Nicholas Goodman is on the fast track to partnership with his law firm. He's also engaged to the daughter of the firm's biggest client. Nick knows his marriage to Angela, the Ice Queen, is more of a merger than a marriage, but he's satisfied . . . until he opens his front door and finds a woman with short, black hair, brilliant green eyes and wearing absolutely nothing . . . well, wearing an impish grin.

The story progresses on several plot lines as it heads to its appealing conclusion. The main plot line involves Maggie and Nick. Nick is immediately attracted to Maggie, but never forgets that he's engaged. Maintaining his honor has never been more difficult. Maggie is sexy, intriguing and is more than willing to go to bed with him. Another plot line involves a company that the Ice Queen's dad wants to acquire, using any means necessary. Whoever finalizes the deal will be a shoo-in for partner. My favorite plot line involves Deena, Nick's sister and Hoop, his best friend. These two have known each other for years and are finally becoming aware of each other. Deena and Hoop are written with a light touch and add a nice comedic touch.

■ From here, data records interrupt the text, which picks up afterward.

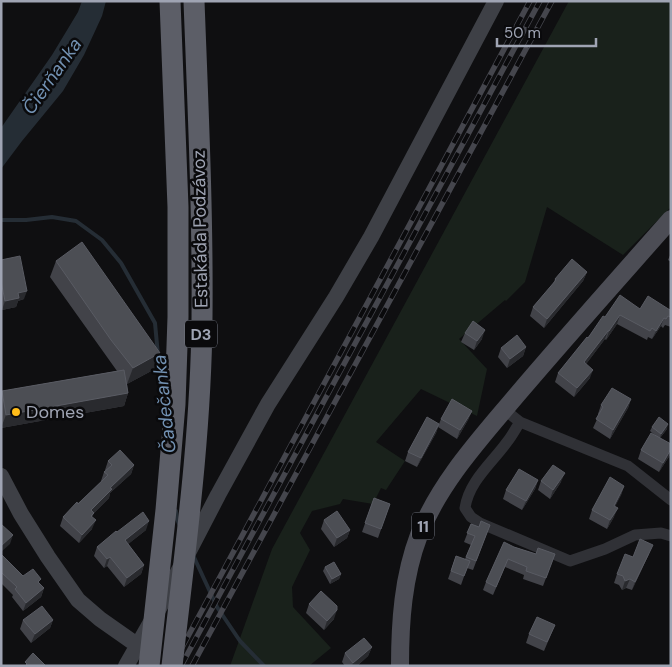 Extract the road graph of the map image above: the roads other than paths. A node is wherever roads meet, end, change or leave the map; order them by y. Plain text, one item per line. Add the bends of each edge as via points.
1 (170, 1) edge
2 (194, 1) edge
3 (496, 1) edge
4 (671, 219) edge
5 (504, 410) junction
6 (520, 422) junction
7 (1, 476) edge
8 (671, 500) edge
9 (671, 536) edge
10 (137, 645) junction
11 (126, 666) edge
12 (149, 666) edge
13 (172, 666) edge
14 (400, 666) edge

1 - 12 highway, Estakáda Podzávoz / D3, bridge via 178,207 178,326 166,510
2 - 13 highway, Estakáda Podzávoz / D3, bridge via 201,329 198,413
3 - 10 street, bridge via 371,237 268,404
4 - 5 main road, 11
5 - 6 street
5 - 14 main road, 11 via 455,472 432,507 419,536 404,595
6 - 8 street via 628,466
6 - 9 street via 468,494 465,508 471,517 570,561 635,534
7 - 10 street via 21,514 78,600
10 - 11 street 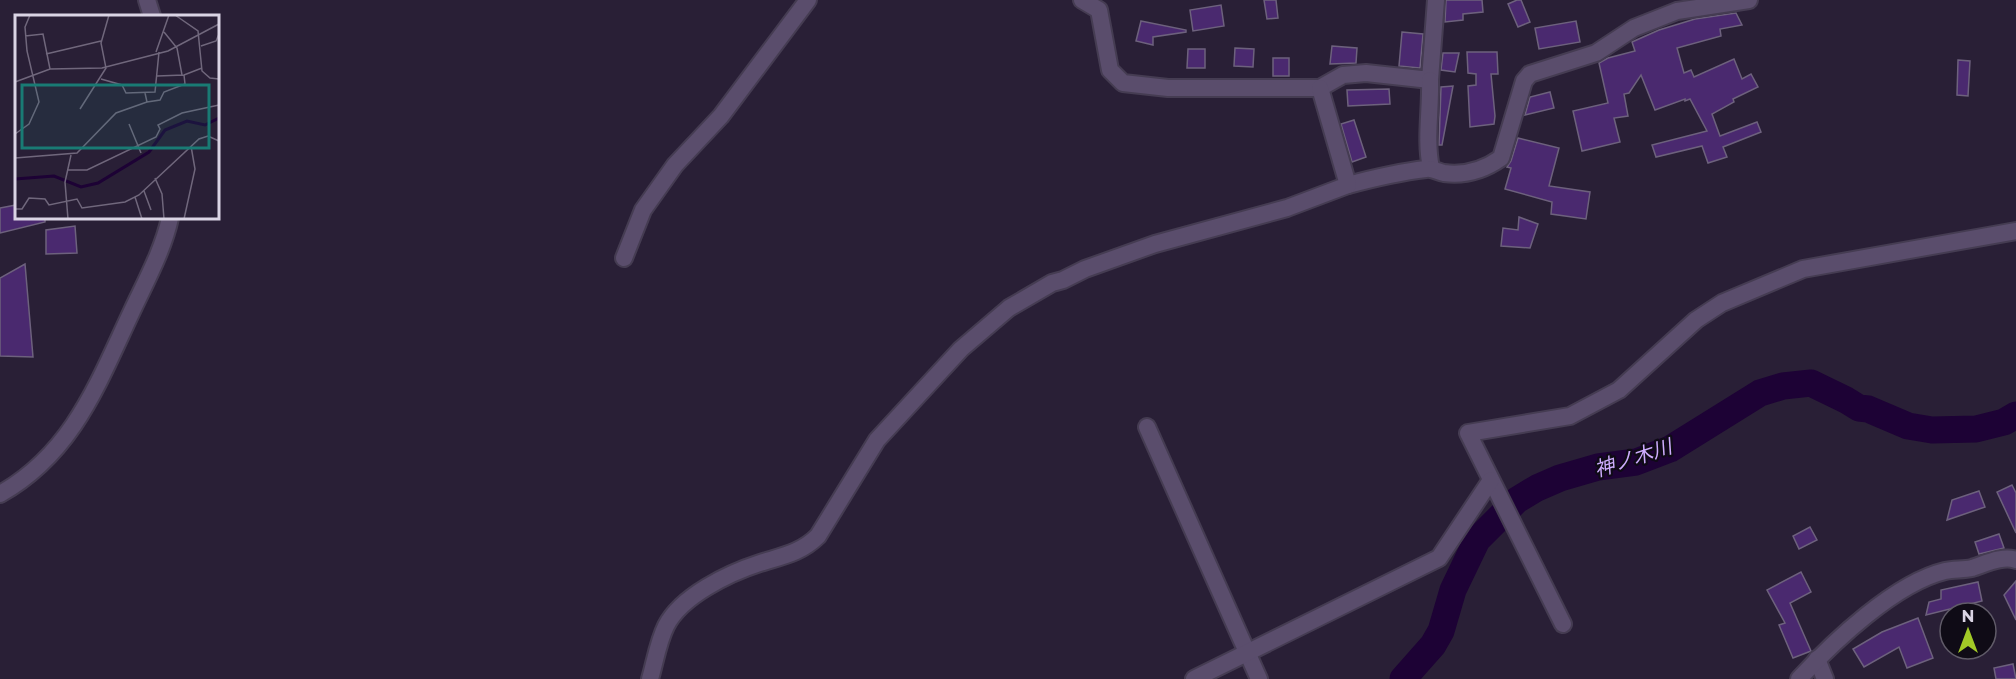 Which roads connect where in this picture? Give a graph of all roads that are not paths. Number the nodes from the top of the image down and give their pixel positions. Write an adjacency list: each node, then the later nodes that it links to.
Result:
1 (147, 0): 6 (street)
2 (808, 0): 13 (street)
3 (1082, 0): 8 (street)
4 (1436, 0): 7 (street)
5 (1749, 0): 9 (street)
6 (152, 15)
7 (1430, 80): 8 (street); 9 (street)
8 (1320, 87): 10 (street)
9 (1431, 168): 10 (street)
10 (1348, 185): 21 (street)
11 (171, 219): 16 (street)
12 (2016, 231): 15 (street)
13 (624, 258)
14 (1147, 427): 19 (street)
15 (1491, 480): 18 (street); 19 (street)
16 (0, 494)
17 (2016, 561): 20 (street)
18 (1563, 624)
19 (1247, 653): 22 (street); 23 (street)
20 (1817, 659): 24 (street); 25 (street)
21 (650, 679)
22 (1194, 679)
23 (1259, 679)
24 (1799, 679)
25 (1825, 679)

Fantasy needs to be mixed with a dollop of realism. The Cat's Fancy, for all of its charms, has too many incidents that stretch credulity paper-thin. It is hard to accept that, in one week's time, Nick is supposed to fall for a woman who appears out of nowhere, wearing a smile and nothing else. Hey, this is Los Angeles. Would you let a naked person in your house? Add to that the fact that Maggie as a human disappears during daylight hours, claims to have amnesia to account for her lack of a past and implausibly lands a plum television job, even though her command of the English language is somewhat limited. All of these were just too, too much.

Now let's add Nick's fiancée to the equation. Why does the other woman frequently have to be hateful and bitter, often without feelings or honor? When Nick gives Angela a costume jewelry bracelet that had belonged to his mother, Angela gives it back, her nose wrinkling.

"I prefer my jewelry to be real. Not worthless pieces of tin and glass. Maybe this weekend we can go shopping for a tennis bracelet."

Not only is this an example of Angela's callous behavior toward Nick, conduct that diminishes her, but what kind of ‘hero' becomes involved with an unfeeling, insufferable woman? Angela makes fun of Nick's sister, his cat, his Sunday slouchy clothes and admits that she doesn't love him!

Nick and Maggie appear to have nothing in common other than lust. Neither character is fleshed out or three-dimensional. It's hard to empathize with flat characters. Deena and Hoop have a more convincing relationship than Nick and Maggie.

I had high hopes for The Cat's Fancy. The cover is worth a second, third and fourth glance. Perhaps basic animal magnetism as a drawing card works for some, but I need more human, heartfelt emotions. And while the end has some fun twists, it doesn't make up for a lackluster relationship.